5. In the IAM dashboard, click **Users**. Select an existing IAM user or create a new one by clicking **Add users**.
6. If you are using an _existing_ IAM user, click the **Add permissions** dropdown menu and select **Add permissions**. If you are creating a _new_ user, you will be taken to the Permissions screen after selecting a name.
7. Select **Attach policies directly**, then find and check the box for your new policy. Click **Next**, then **Add permissions**.
8. After successfully creating your user, select the **Security credentials** tab and click **Create access key**. You will be prompted to select a use case and add optional tags to your access key. Click **Create access key** to generate the keys.
:::caution
Your `Secret Access Key` will only be visible once upon creation. Be sure to copy and store it securely for future use.
:::
For more information on managing your access keys, please refer to the
[official AWS documentation](https://docs.aws.amazon.com/IAM/latest/UserGuide/id_credentials_access-keys.html).
### Step 2: Set up the Amazon S3 connector in Airbyte
1. [Log in to your Airbyte Cloud](https://cloud.airbyte.com/workspaces) account, or navigate to your Airbyte Open Source dashboard.
2. In the left navigation bar, click **Sources**. In the top-right corner, click **+ New source**.
3. Find and select **S3** from the list of available sources.
4. Enter the **Output Stream Name**. This will be the name of the table in the destination (can contain letters, numbers and underscores).
5. Enter the **Pattern of files to replicate**. This is a regular expression that allows Airbyte to pattern match the specific files to replicate. If you are replicating all the files within your bucket, use `**` as the pattern. For more precise pattern matching options, refer to the [Path Patterns section](#path-patterns) below.
6. Enter the name of the **Bucket** containing your files to replicate.

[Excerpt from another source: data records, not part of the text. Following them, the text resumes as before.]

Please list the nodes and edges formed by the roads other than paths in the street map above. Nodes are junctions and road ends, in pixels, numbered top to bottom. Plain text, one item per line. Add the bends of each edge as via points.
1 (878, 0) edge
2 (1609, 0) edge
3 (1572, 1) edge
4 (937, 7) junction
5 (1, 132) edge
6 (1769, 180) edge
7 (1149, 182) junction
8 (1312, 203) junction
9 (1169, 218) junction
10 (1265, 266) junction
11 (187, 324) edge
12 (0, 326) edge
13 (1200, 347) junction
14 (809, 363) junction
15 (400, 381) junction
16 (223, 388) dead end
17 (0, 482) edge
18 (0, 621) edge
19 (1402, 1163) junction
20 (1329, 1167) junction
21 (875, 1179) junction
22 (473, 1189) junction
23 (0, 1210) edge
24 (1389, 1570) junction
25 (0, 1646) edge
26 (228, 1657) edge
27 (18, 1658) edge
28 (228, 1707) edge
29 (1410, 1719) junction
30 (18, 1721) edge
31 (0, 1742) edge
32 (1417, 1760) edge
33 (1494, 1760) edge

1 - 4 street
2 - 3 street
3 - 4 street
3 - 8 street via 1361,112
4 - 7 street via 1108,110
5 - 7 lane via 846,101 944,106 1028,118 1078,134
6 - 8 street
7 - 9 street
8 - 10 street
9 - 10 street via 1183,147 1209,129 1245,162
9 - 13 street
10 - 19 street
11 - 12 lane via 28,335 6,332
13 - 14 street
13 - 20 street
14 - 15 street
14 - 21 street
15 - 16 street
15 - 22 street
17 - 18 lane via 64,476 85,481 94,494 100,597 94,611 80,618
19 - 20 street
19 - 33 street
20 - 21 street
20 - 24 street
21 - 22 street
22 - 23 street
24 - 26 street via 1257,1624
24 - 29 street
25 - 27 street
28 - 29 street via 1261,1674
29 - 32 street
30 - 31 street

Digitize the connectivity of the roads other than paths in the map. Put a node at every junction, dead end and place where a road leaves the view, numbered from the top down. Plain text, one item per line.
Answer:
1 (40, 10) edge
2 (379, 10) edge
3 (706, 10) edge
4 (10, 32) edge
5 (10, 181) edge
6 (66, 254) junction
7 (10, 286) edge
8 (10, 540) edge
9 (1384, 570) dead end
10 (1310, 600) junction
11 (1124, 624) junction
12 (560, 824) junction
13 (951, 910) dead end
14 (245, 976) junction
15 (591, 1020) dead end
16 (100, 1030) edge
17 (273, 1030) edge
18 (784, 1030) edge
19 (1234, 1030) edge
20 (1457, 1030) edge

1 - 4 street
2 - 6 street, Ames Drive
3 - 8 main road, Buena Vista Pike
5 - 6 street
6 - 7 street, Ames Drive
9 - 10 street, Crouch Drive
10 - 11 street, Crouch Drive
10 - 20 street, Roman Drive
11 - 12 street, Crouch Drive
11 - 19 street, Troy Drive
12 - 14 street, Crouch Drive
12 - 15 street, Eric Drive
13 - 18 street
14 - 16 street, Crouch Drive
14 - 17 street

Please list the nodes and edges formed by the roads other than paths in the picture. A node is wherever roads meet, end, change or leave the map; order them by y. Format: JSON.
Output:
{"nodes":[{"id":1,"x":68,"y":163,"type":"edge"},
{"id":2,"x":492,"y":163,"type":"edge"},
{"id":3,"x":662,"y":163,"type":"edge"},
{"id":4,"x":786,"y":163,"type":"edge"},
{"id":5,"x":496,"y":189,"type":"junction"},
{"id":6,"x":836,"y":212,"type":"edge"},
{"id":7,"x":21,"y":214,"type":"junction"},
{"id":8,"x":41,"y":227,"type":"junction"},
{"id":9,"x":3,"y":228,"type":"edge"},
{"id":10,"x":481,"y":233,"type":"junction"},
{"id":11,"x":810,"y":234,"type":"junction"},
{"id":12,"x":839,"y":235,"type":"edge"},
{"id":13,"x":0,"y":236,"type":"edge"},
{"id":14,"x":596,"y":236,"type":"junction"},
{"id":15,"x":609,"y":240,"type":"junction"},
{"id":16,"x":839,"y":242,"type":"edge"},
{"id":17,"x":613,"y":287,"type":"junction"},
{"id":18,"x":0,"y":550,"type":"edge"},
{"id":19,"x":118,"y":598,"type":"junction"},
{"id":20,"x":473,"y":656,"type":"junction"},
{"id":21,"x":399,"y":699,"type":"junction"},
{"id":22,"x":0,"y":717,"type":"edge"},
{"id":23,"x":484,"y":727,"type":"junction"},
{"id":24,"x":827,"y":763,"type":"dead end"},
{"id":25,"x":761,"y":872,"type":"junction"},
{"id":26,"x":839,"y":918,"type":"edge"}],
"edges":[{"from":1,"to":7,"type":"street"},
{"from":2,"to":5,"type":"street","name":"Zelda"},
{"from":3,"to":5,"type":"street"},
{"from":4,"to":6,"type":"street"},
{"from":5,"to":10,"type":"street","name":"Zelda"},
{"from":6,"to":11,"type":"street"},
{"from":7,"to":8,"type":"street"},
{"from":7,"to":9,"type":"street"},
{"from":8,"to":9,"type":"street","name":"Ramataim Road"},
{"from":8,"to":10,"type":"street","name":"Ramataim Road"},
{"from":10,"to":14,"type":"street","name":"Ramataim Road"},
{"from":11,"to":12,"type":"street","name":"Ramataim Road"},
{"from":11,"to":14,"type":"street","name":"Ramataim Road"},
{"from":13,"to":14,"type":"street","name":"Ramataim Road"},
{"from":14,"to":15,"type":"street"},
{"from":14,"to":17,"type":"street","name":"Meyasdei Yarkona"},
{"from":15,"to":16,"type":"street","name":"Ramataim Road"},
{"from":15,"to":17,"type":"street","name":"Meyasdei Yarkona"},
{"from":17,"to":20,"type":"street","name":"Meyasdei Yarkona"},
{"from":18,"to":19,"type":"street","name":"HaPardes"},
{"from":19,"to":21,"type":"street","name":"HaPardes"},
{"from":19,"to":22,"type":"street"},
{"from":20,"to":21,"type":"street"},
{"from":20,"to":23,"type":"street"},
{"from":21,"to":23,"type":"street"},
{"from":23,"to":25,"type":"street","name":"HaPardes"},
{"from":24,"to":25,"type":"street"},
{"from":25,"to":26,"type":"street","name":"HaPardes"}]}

7. Toggle the **Optional fields** under the **Bucket** field to expand additional configuration options. **If you are syncing from a private bucket**, you must fill the **AWS Access Key ID** and **AWS Secret Access Key** fields with the appropriate credentials to authenticate the connection. All other fields are optional and can be left empty. Refer to the [S3 Provider Settings section](#s3-provider-settings) below for more information on each field.
8. In the **File Format** box, use the dropdown menu to select the format of the files you'd like to replicate. The supported formats are **CSV**, **Parquet**, **Avro** and **JSONL**. Toggling the **Optional fields** button within the **File Format** box will allow you to enter additional configurations based on the selected format. For a detailed breakdown of these settings, refer to the [File Format section](#file-format-settings) below.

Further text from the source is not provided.